QUARTILE.EXC Function

What is the QUARTILE.EXC Function?

The QUARTILE.EXC function in Excel excludes the 0 and the 100th percentile from the result, i.e., the minimum and maximum values returning only the three quartile values.

Wait, what?

What do we mean by a quartile, though? Well, quartiles are the numerical values that group a range of values into three quartiles.

The concept of Quartile is often compared with the percentile, which divides a dataset into 100 equal parts. Percentile has no universal definition. However, it can be interpreted as the number below which the ‘x’ percentage of data falls. 

The three different quartiles that the function returns are:

• 1st Quartile(Q1) - Q1 represents the 25th percentile, implying 25% of the values in the data fall within the numerical value returned.
• 2nd Quartile(Q2) - Q2 represents the 50th percentile or the median/middle value below which 50% of the values fall.
• 3rd Quartile(Q3) - Q3 represents the 75th percentile, implying75% of the values in the data fall within the numerical value returned.

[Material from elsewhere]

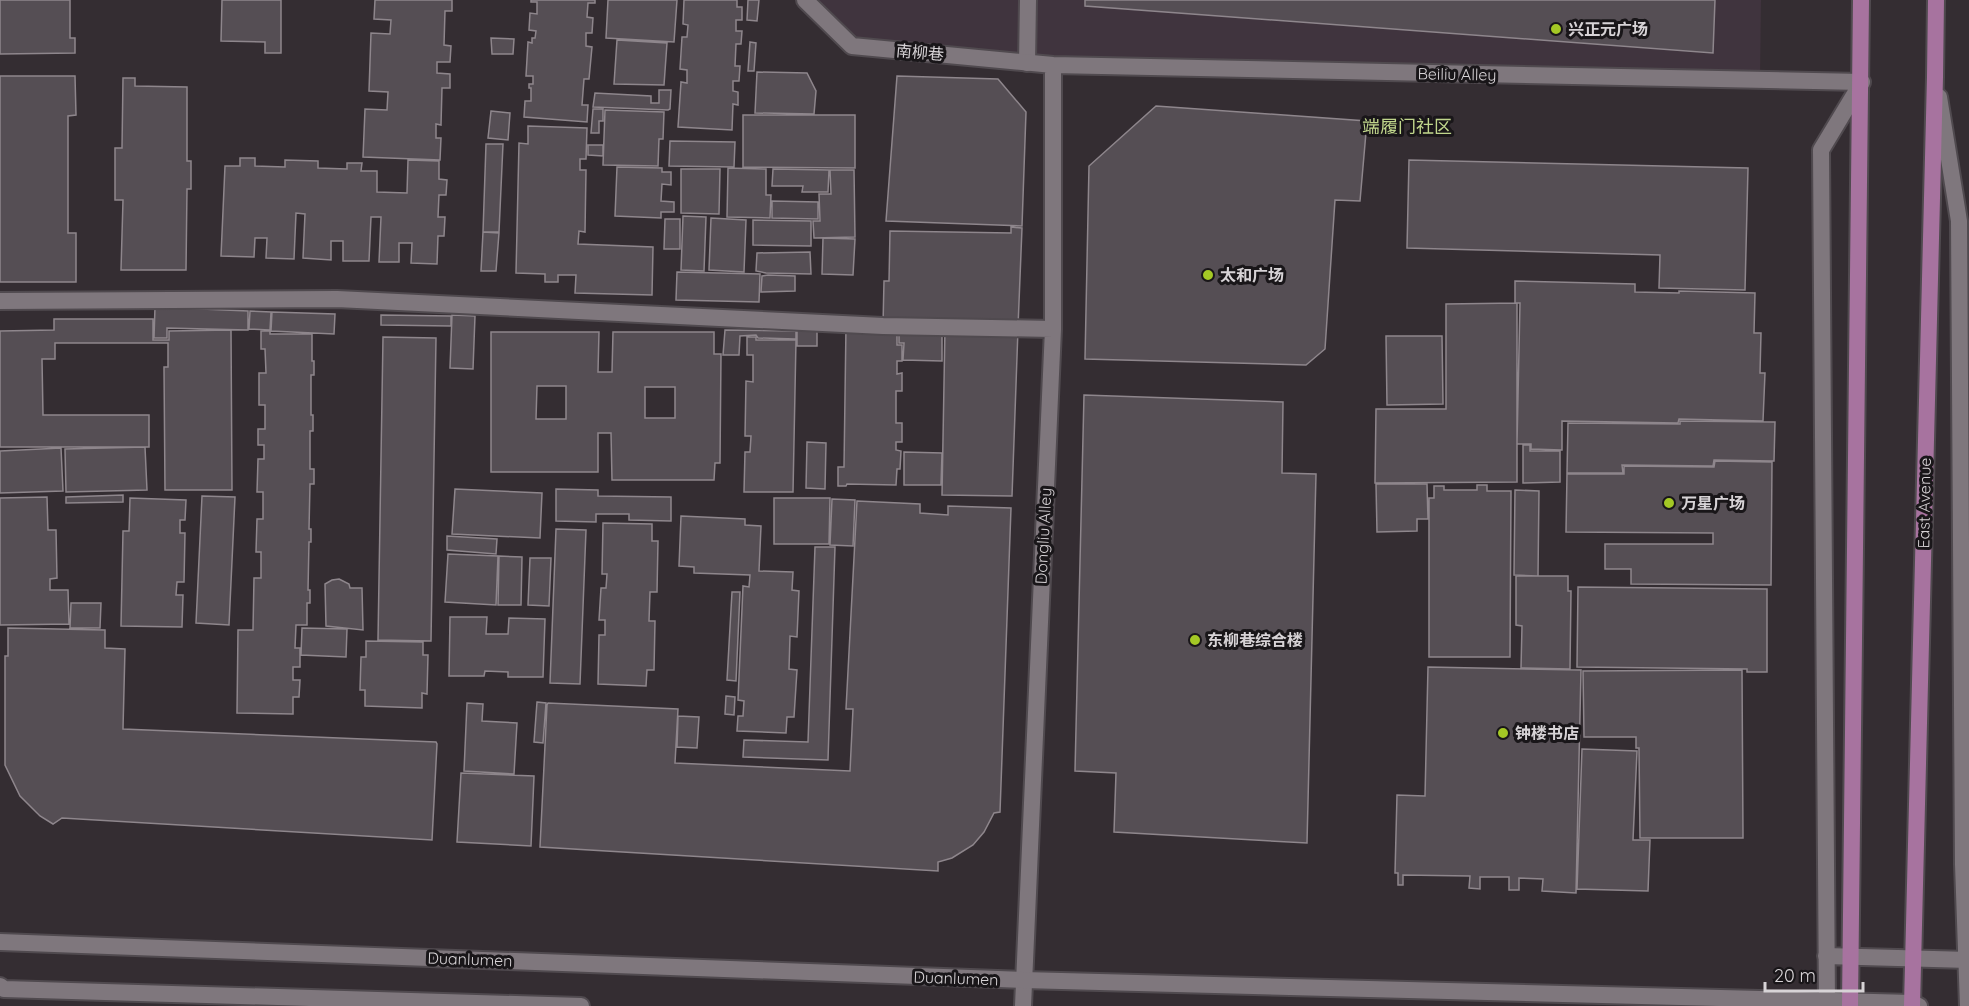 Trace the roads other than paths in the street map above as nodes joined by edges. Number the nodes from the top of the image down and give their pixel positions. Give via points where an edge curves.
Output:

Apart from these three values, there is also the maximum and the minimum value, which are the 100th percentile and 0th percentile values, respectively.

However, the function does not return those values and does not even consider them in evaluating those numbers in the dataset.

Perhaps we should see an example to understand how the function works. But first, let’s see the process and its syntax.

QUARTILE.EXC function Formula

The QUARTILE.EXC function is categorized as a Statistical function that returns the three quartiles for a range of values.

Previously, Excel offered only the QUARTILE function, but it was replaced by QUARTILE.EXC and QUARTILE.INC to provide more control to the users over what the function can do.

Both functions were introduced in the Excel 2010 version and have been present in all subsequent versions.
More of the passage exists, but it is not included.